Kies de experimentele functies die u wilt uitproberen

Dit document is overgenomen van EUR-Lex

Handhaving van het EU-recht

In artikel 17 van het Verdrag betreffende de Europese Unie (VEU) is bepaald dat de Europese Commissie, als bewaker van de verdragen van de Europese Unie (EU), de taak heeft het EU-recht te handhaven door toe te zien op de toepassing van het primaire en afgeleide EU-recht en door te zorgen voor een uniforme toepassing daarvan in de gehele EU. De Commissie verzamelt informatie zodat ze op de naleving door de EU-lidstaten kan toezien.

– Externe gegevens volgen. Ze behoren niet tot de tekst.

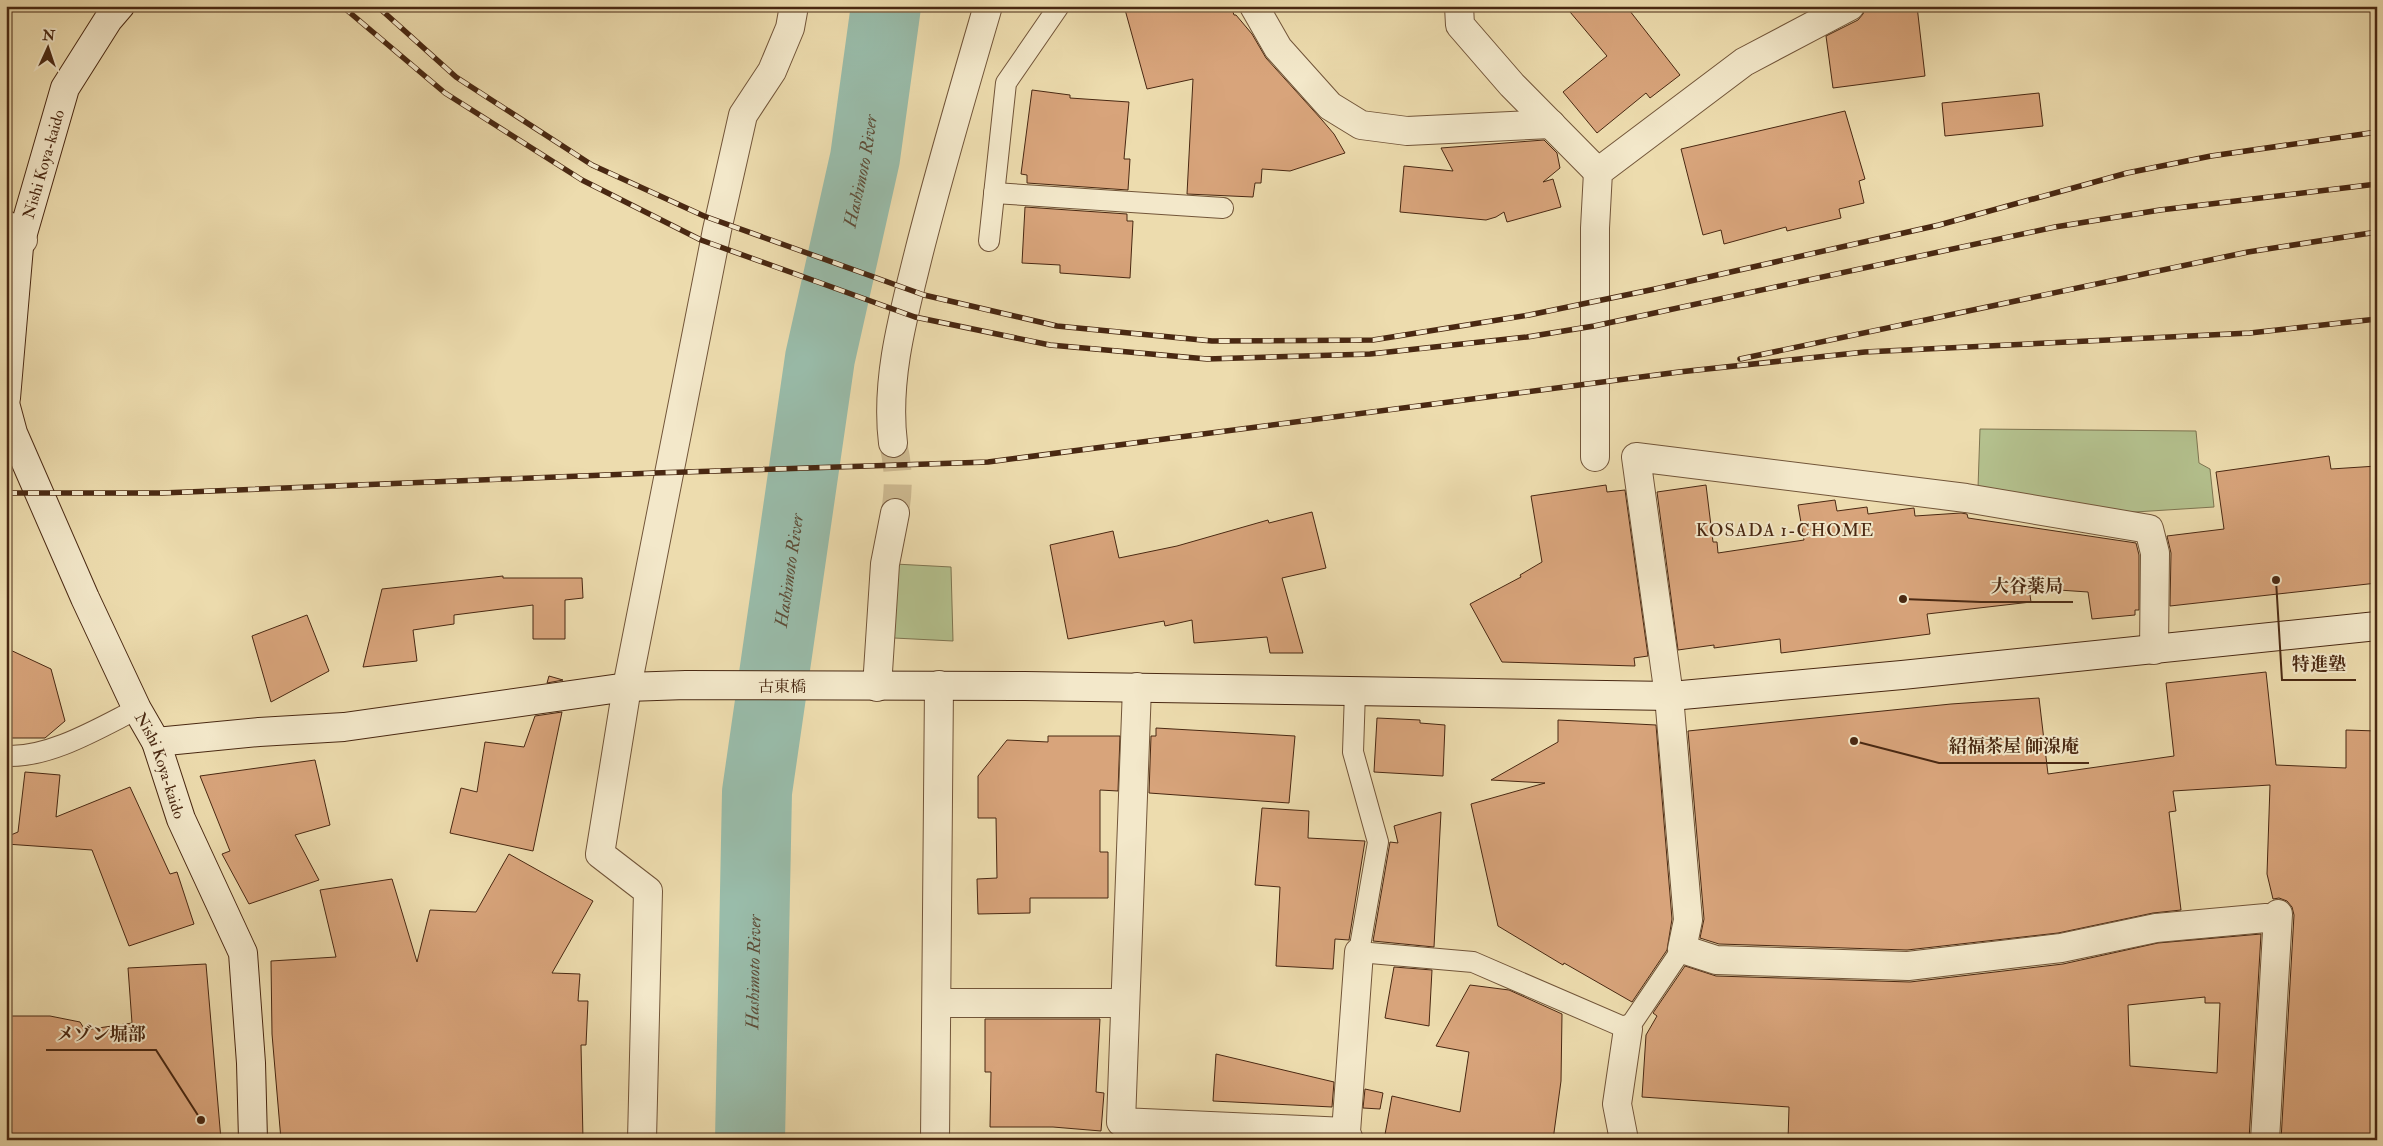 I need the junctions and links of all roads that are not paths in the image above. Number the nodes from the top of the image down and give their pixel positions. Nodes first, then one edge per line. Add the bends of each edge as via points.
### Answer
1 (120, 6) edge
2 (794, 6) edge
3 (988, 6) edge
4 (1059, 6) edge
5 (1254, 6) edge
6 (1459, 6) edge
7 (1850, 6) edge
8 (1551, 124) junction
9 (1598, 172) junction
10 (994, 193) junction
11 (1224, 208) dead end
12 (15, 233) edge
13 (989, 241) dead end
14 (6, 398) edge
15 (6, 407) edge
16 (892, 443) tunnel mouth
17 (1595, 457) dead end
18 (895, 513) tunnel mouth
19 (2377, 626) edge
20 (2154, 650) junction
21 (939, 685) junction
22 (627, 687) junction
23 (877, 687) junction
24 (1137, 687) junction
25 (1355, 691) junction
26 (1669, 696) junction
27 (137, 709) junction
28 (156, 742) junction
29 (6, 756) edge
30 (1682, 949) junction
31 (1359, 952) junction
32 (937, 1003) junction
33 (1124, 1004) junction
34 (1628, 1029) junction
35 (1348, 1136) edge
36 (253, 1140) edge
37 (642, 1140) edge
38 (935, 1140) edge
39 (1624, 1140) edge
40 (2265, 1140) edge

1 - 12 street, Nishi Koya-kaido via 65,88
2 - 22 street via 790,28 772,71 743,115 717,230
3 - 16 street via 910,287 893,374
4 - 10 lane via 1006,83
5 - 8 street via 1278,48 1317,92 1330,106 1361,125 1407,131
6 - 8 street via 1460,25
7 - 9 street via 1744,62
8 - 9 street
9 - 17 street
10 - 11 lane
10 - 13 lane
12 - 14 street, Nishi Koya-kaido via 19,247
15 - 27 street, Nishi Koya-kaido via 21,451
18 - 23 street via 885,564
19 - 20 street, 古東橋
20 - 26 street, 古東橋
20 - 26 street via 2155,553 2149,529 1966,498 1636,457
21 - 23 street, 古東橋
21 - 24 street, 古東橋
21 - 32 street
22 - 23 street, 古東橋
22 - 28 street, 古東橋 via 344,727
22 - 37 street via 600,854 648,891
24 - 25 street, 古東橋
24 - 33 street
25 - 26 street, 古東橋
25 - 31 lane via 1353,752 1378,842
26 - 30 street via 1688,920
27 - 28 street, Nishi Koya-kaido
27 - 29 lane via 77,740 21,757
28 - 36 street, Nishi Koya-kaido via 181,819 243,953
30 - 34 lane
30 - 40 street via 1716,960 1908,966 2061,948 2156,928 2272,916
31 - 34 lane via 1473,962
31 - 35 street
32 - 33 street
32 - 38 street
33 - 35 street via 1121,1122
34 - 39 street via 1617,1104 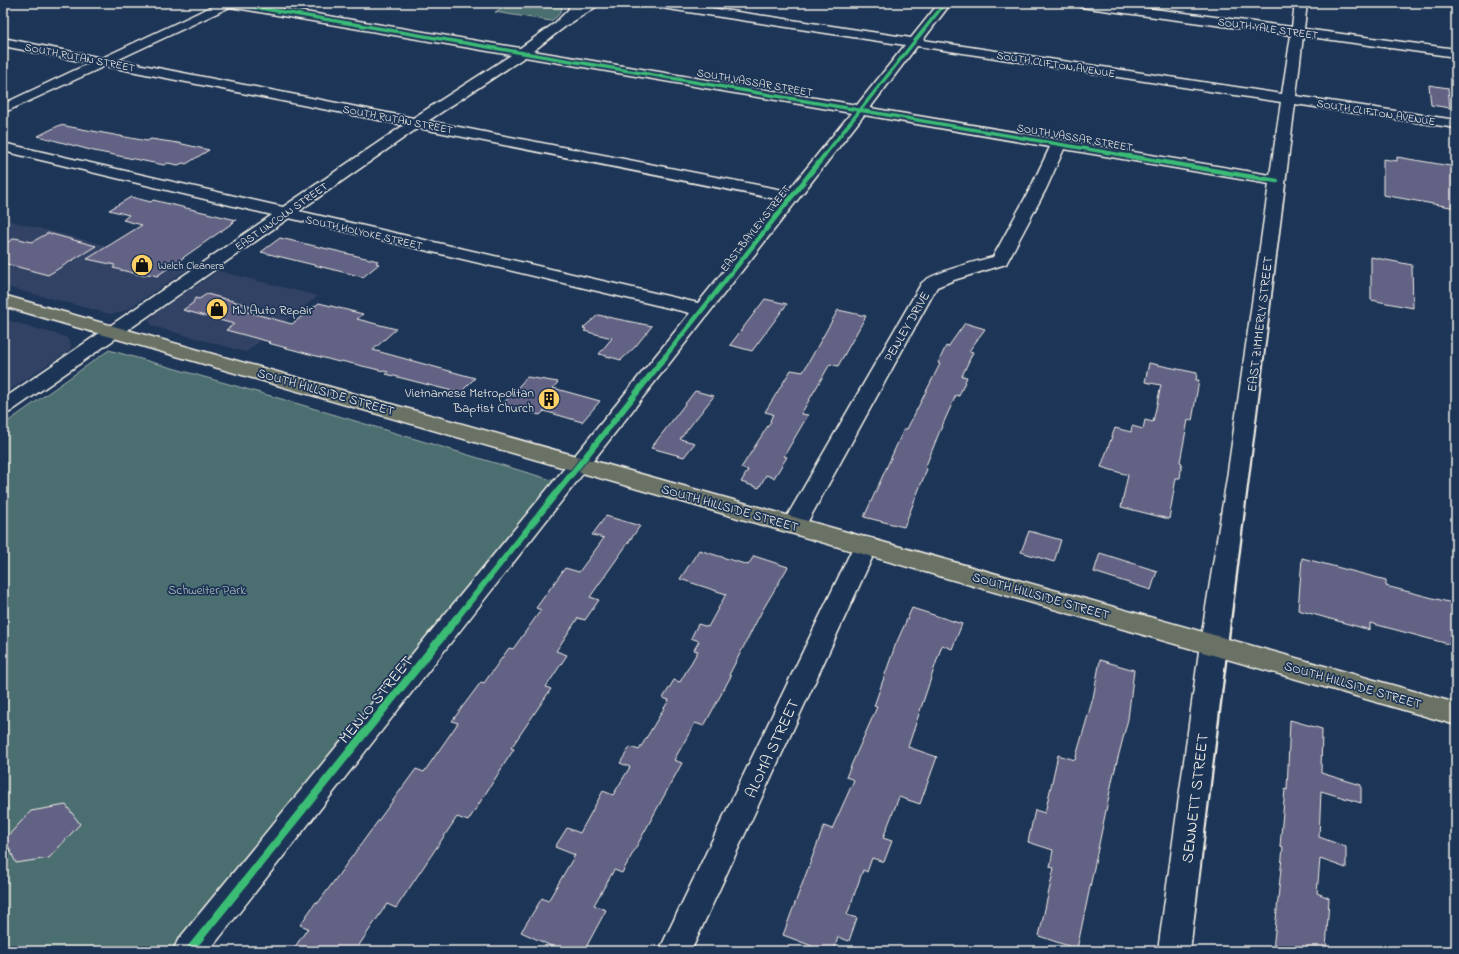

Wanneer een EU-lidstaat EU-wetgeving niet naleeft, kan de Commissie een “aanmaningsbrief” sturen, waarop de EU-lidstaat de mogelijkheid heeft opmerkingen te maken. Indien de Commissie daarna nog steeds van mening is dat de EU-regels worden geschonden, stuurt zij de EU-lidstaat een met redenen omkleed advies. Dat met redenen omkleed advies bevat een termijn waarbinnen de lidstaat aan het EU-recht moet voldoen. Indien de lidstaat dit advies niet binnen de gestelde termijn opvolgt, kan de Commissie de zaak aanhangig maken bij het Hof van Justitie van de EU (op grond van artikel 258 van het Verdrag betreffende de werking van de Europese Unie (VWEU)).

Het Hof kan een lidstaat die het arrest niet nakomt een geldboete opleggen na een tweede procedure voor het Hof (artikel 260, lid 2, VWEU). Wanneer een lidstaat echter nalaat om een richtlijn in te voeren, kan het Hof al bij zijn eerste arrest financiële sancties opleggen op grond van artikel 258 VWEU (artikel 260, lid 3, VWEU).

Iedere natuurlijke persoon of organisatie kan een klacht bij de Commissie indienen als een maatregel of een administratieve praktijk in een lidstaat EU-regels lijkt te overtreden. Alleen de Commissie kan echter de procedure opstarten op grond van artikelen 258 en 260 VWEU.